- **EXERCISE**
All of the data is to be written out again exactly, without the pictures.

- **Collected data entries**
···

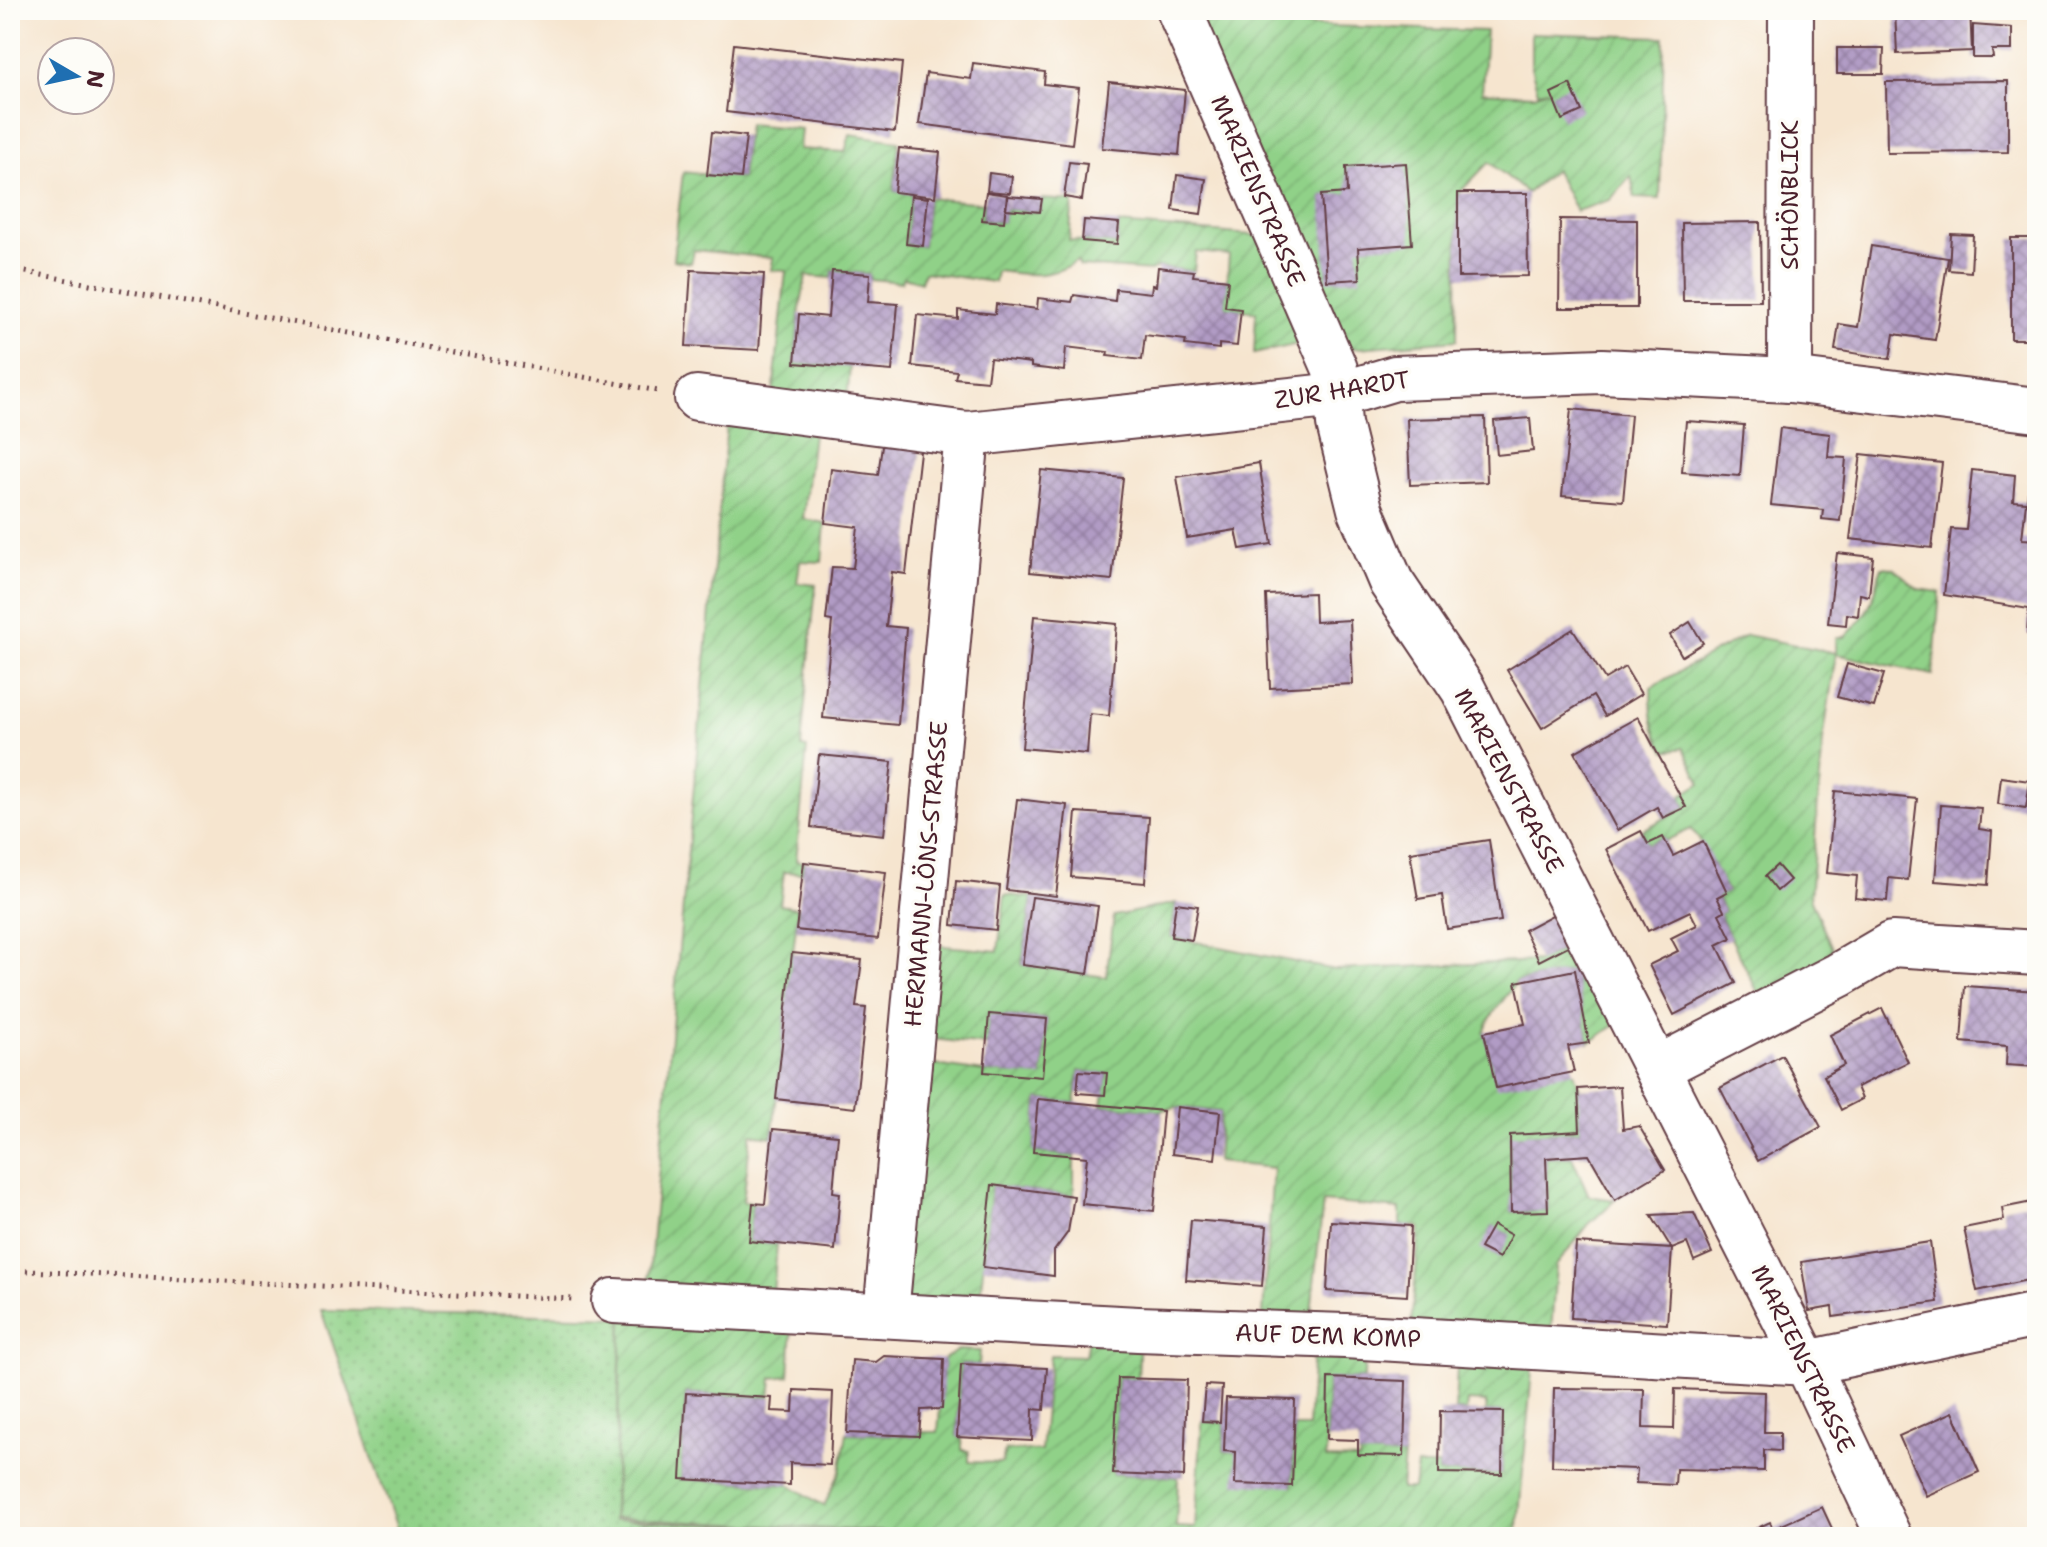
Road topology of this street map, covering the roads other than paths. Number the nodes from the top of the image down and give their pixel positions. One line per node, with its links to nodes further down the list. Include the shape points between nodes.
1 (1179, 10): 4 (street, MARIENSTRASSE, via 1335,369)
2 (1791, 10): 3 (street, SCHÖNBLICK)
3 (1790, 380): 4 (street, ZUR HARDT, via 1602,371 1395,378); 6 (street, ZUR HARDT)
4 (1338, 395): 7 (street, ZUR HARDT); 9 (street, MARIENSTRASSE, via 1339,424 1360,509 1391,582 1463,689)
5 (697, 398): 7 (street, ZUR HARDT)
6 (2037, 410)
7 (967, 434): 11 (street, HERMANN-LÖNS-STRASSE)
8 (2037, 953): 9 (street, via 1892,944)
9 (1658, 1068): 13 (street, MARIENSTRASSE)
10 (614, 1301): 11 (street, AUF DEM KOMP)
11 (886, 1314): 13 (street, AUF DEM KOMP)
12 (2037, 1315): 13 (street, AUF DEM KOMP)
13 (1807, 1363): 14 (street, MARIENSTRASSE)
14 (1889, 1537)

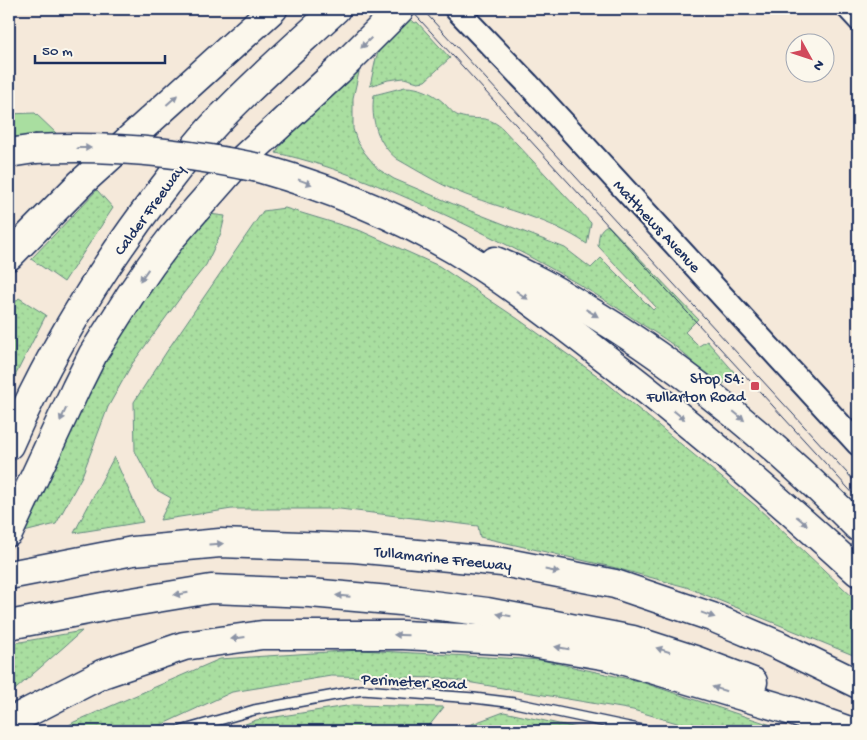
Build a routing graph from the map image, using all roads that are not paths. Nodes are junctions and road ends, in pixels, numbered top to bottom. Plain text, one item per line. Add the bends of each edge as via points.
1 (273, 9) edge
2 (336, 9) edge
3 (400, 9) edge
4 (457, 9) edge
5 (845, 9) edge
6 (858, 23) edge
7 (22, 151) edge
8 (81, 183) junction
9 (9, 239) edge
10 (437, 240) junction
11 (9, 256) edge
12 (858, 444) edge
13 (9, 445) edge
14 (858, 528) edge
15 (9, 532) edge
16 (858, 572) edge
17 (9, 575) edge
18 (9, 625) edge
19 (858, 684) edge
20 (9, 722) edge
21 (181, 731) edge
22 (648, 731) edge
23 (850, 731) edge

8 -> 1 highway
2 - 13 highway, Calder Freeway via 215,124 133,226 59,345
3 -> 15 highway via 232,169 162,250 93,354
4 - 12 main road, Matthews Avenue
5 - 6 street
7 -> 10 highway, bridge via 139,149 215,158 298,179 364,204
8 - 9 highway
8 - 11 highway
10 -> 14 highway via 514,268 626,333 736,414 781,452
10 -> 16 highway via 531,301 640,384
17 -> 19 highway, Tullamarine Freeway via 133,551 220,543 354,548 502,562 615,584 712,617
23 -> 18 highway via 755,683 659,648 487,612 383,599 211,589
23 -> 20 highway via 608,656 520,641 403,635 262,635 184,646 102,674
21 - 22 lane, Perimeter Road via 254,710 362,690 515,703

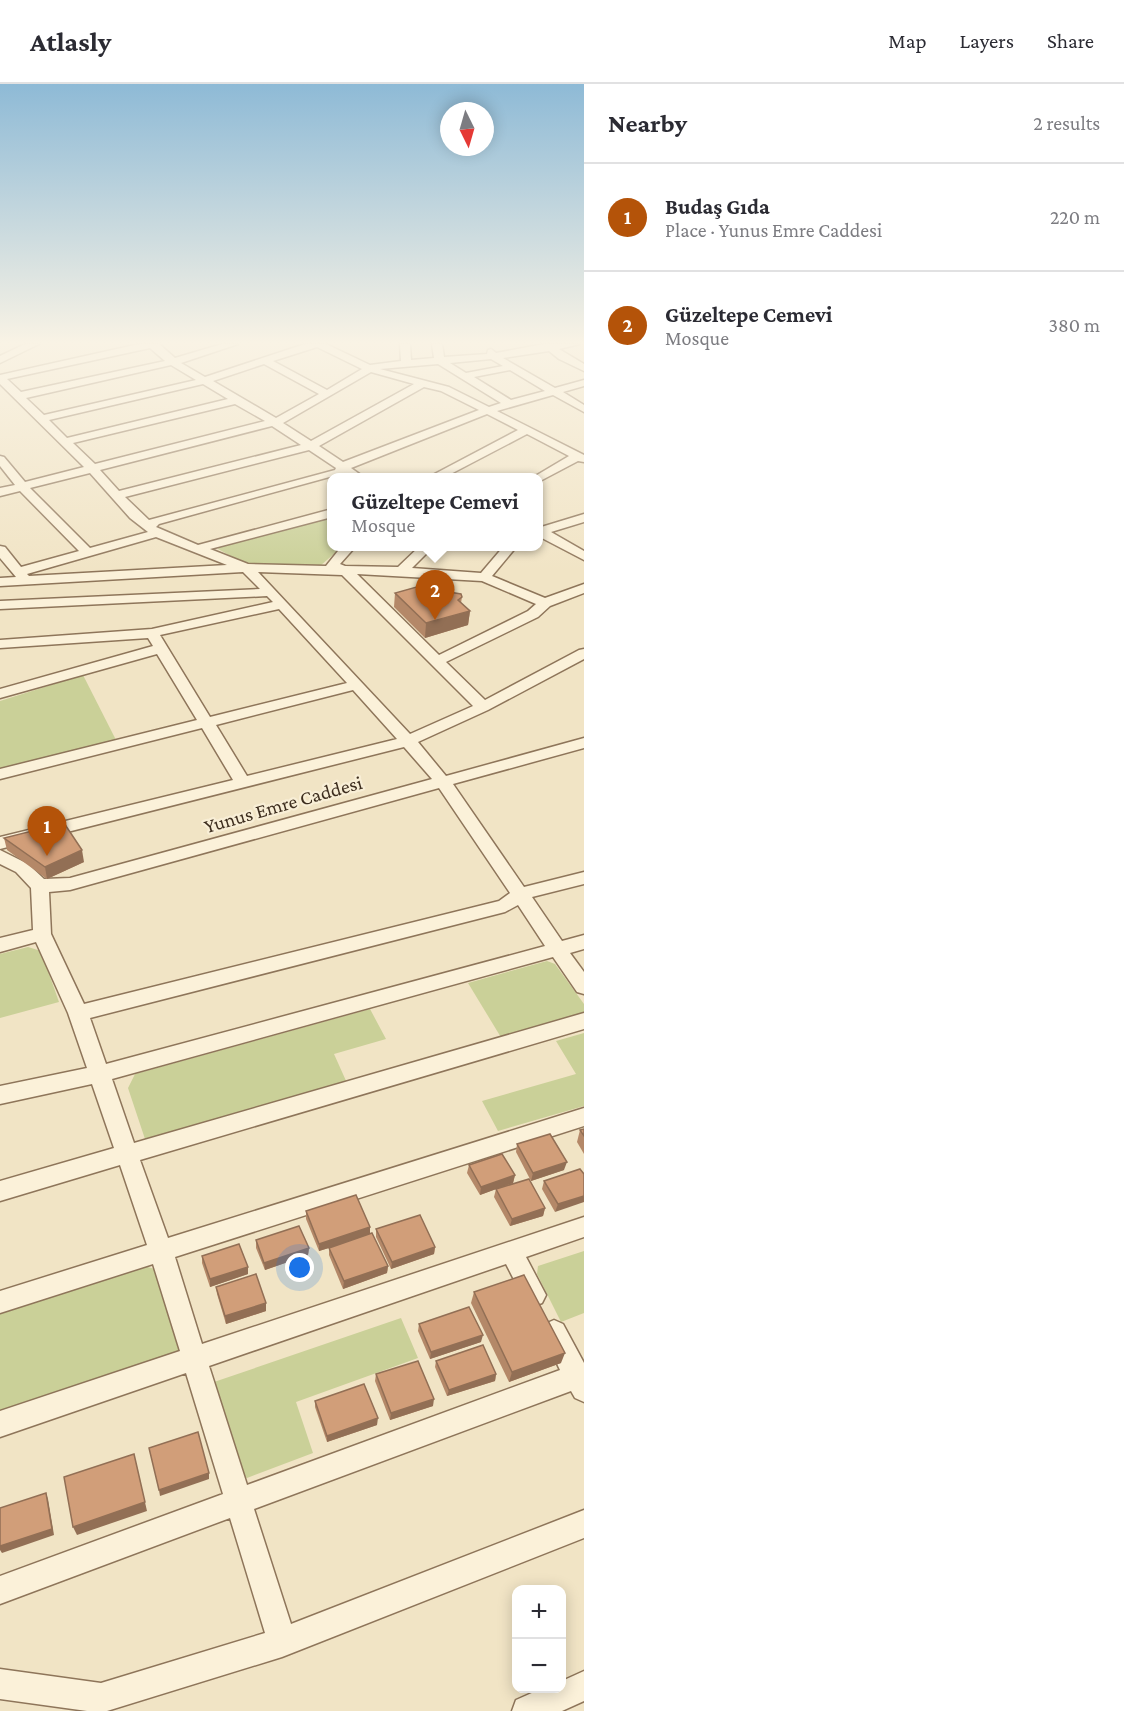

···

- **SOLVED EXERCISE**
Road topology of this street map, covering the roads other than paths. Number the nodes from the top of the image down and give their pixel positions. One line per node, with its links to nodes further down the list. Include the shape points between nodes.
1 (1179, 10): 4 (street, MARIENSTRASSE, via 1335,369)
2 (1791, 10): 3 (street, SCHÖNBLICK)
3 (1790, 380): 4 (street, ZUR HARDT, via 1602,371 1395,378); 6 (street, ZUR HARDT)
4 (1338, 395): 7 (street, ZUR HARDT); 9 (street, MARIENSTRASSE, via 1339,424 1360,509 1391,582 1463,689)
5 (697, 398): 7 (street, ZUR HARDT)
6 (2037, 410)
7 (967, 434): 11 (street, HERMANN-LÖNS-STRASSE)
8 (2037, 953): 9 (street, via 1892,944)
9 (1658, 1068): 13 (street, MARIENSTRASSE)
10 (614, 1301): 11 (street, AUF DEM KOMP)
11 (886, 1314): 13 (street, AUF DEM KOMP)
12 (2037, 1315): 13 (street, AUF DEM KOMP)
13 (1807, 1363): 14 (street, MARIENSTRASSE)
14 (1889, 1537)

Build a routing graph from the map image, using all roads that are not paths. Nodes are junctions and road ends, in pixels, numbered top to bottom. Plain text, one item per line. Add the bends of each edge as via points.
1 (273, 9) edge
2 (336, 9) edge
3 (400, 9) edge
4 (457, 9) edge
5 (845, 9) edge
6 (858, 23) edge
7 (22, 151) edge
8 (81, 183) junction
9 (9, 239) edge
10 (437, 240) junction
11 (9, 256) edge
12 (858, 444) edge
13 (9, 445) edge
14 (858, 528) edge
15 (9, 532) edge
16 (858, 572) edge
17 (9, 575) edge
18 (9, 625) edge
19 (858, 684) edge
20 (9, 722) edge
21 (181, 731) edge
22 (648, 731) edge
23 (850, 731) edge

8 -> 1 highway
2 - 13 highway, Calder Freeway via 215,124 133,226 59,345
3 -> 15 highway via 232,169 162,250 93,354
4 - 12 main road, Matthews Avenue
5 - 6 street
7 -> 10 highway, bridge via 139,149 215,158 298,179 364,204
8 - 9 highway
8 - 11 highway
10 -> 14 highway via 514,268 626,333 736,414 781,452
10 -> 16 highway via 531,301 640,384
17 -> 19 highway, Tullamarine Freeway via 133,551 220,543 354,548 502,562 615,584 712,617
23 -> 18 highway via 755,683 659,648 487,612 383,599 211,589
23 -> 20 highway via 608,656 520,641 403,635 262,635 184,646 102,674
21 - 22 lane, Perimeter Road via 254,710 362,690 515,703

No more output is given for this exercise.